When does crude behavior cross the line into sexual harassment?

It is not unusual for Louisiana workers to occasionally hear other employees make off-color jokes or crude comments in the workplace. But when do these behaviors rise to the level of illegal sexual harassment?

It is not always an easy determination to make, and whether conduct constitutes sexual harassment will depend on the specific facts involved. Occasional joking or teasing does not necessarily constitute sexual harassment. But if the jokes and teasing are so frequent and pervasive that they create a hostile working environment, they constitute sexual harassment and the victim can bring a claim for damages.

Sexual harassment also occurs when it results in the firing or demotion of the victim, or any adverse action such as reassignment to a less favorable position. Furthermore, quid pro quo sexual harassment occurs when a supervisor or manager suggests to an employee that they risk losing their job or not being promoted if they don't give sexual favors. Unwanted sexual advances are another common form of sexual harassment.

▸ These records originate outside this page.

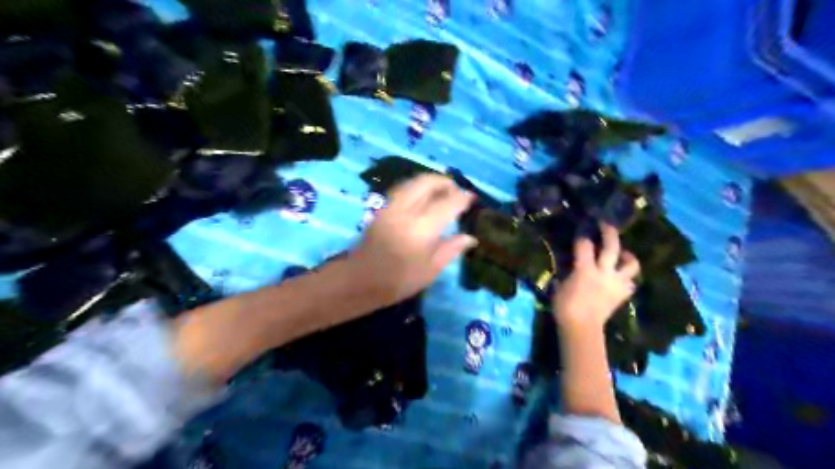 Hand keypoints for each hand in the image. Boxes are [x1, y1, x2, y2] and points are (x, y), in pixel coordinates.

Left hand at [351, 175, 475, 305]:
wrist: (359, 281)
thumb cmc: (397, 282)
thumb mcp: (430, 271)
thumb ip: (450, 249)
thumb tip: (470, 237)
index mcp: (421, 229)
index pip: (447, 203)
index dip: (462, 198)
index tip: (472, 199)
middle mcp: (405, 211)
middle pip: (428, 182)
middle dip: (446, 183)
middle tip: (457, 192)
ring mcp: (391, 207)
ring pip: (414, 182)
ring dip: (431, 182)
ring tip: (443, 192)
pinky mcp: (382, 208)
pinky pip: (404, 188)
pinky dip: (418, 187)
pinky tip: (424, 198)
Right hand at [553, 222, 641, 328]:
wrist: (581, 328)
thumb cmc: (564, 306)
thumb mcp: (559, 285)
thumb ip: (567, 270)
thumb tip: (569, 262)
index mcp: (585, 269)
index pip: (585, 245)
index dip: (583, 234)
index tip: (583, 225)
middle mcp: (604, 273)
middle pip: (612, 247)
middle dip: (609, 232)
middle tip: (606, 224)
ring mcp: (616, 284)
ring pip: (631, 264)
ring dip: (627, 256)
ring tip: (621, 254)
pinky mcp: (622, 295)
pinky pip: (630, 282)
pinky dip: (626, 278)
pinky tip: (619, 277)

Sexual harassment is often thought of in terms of men harassing women. But it can involve women harassing men, and the harasser can be the same gender as the victim. The harasser can be a co-worker, a manager or a customer of the business. When an employer learns of sexual harassment in the workplace they have a legal duty to take prompt action to stop it. If they fail to do so, they can face liability.

Ultimately, sexual harassment is about the harasser attempting to exert power over the victim. But a victim of harassment has the right to fight back. By making a sexual harassment claim against the harasser and the employer, the victim can send a powerful message that the conduct is wrong. Likewise, the victims can recover compensation for the harm done.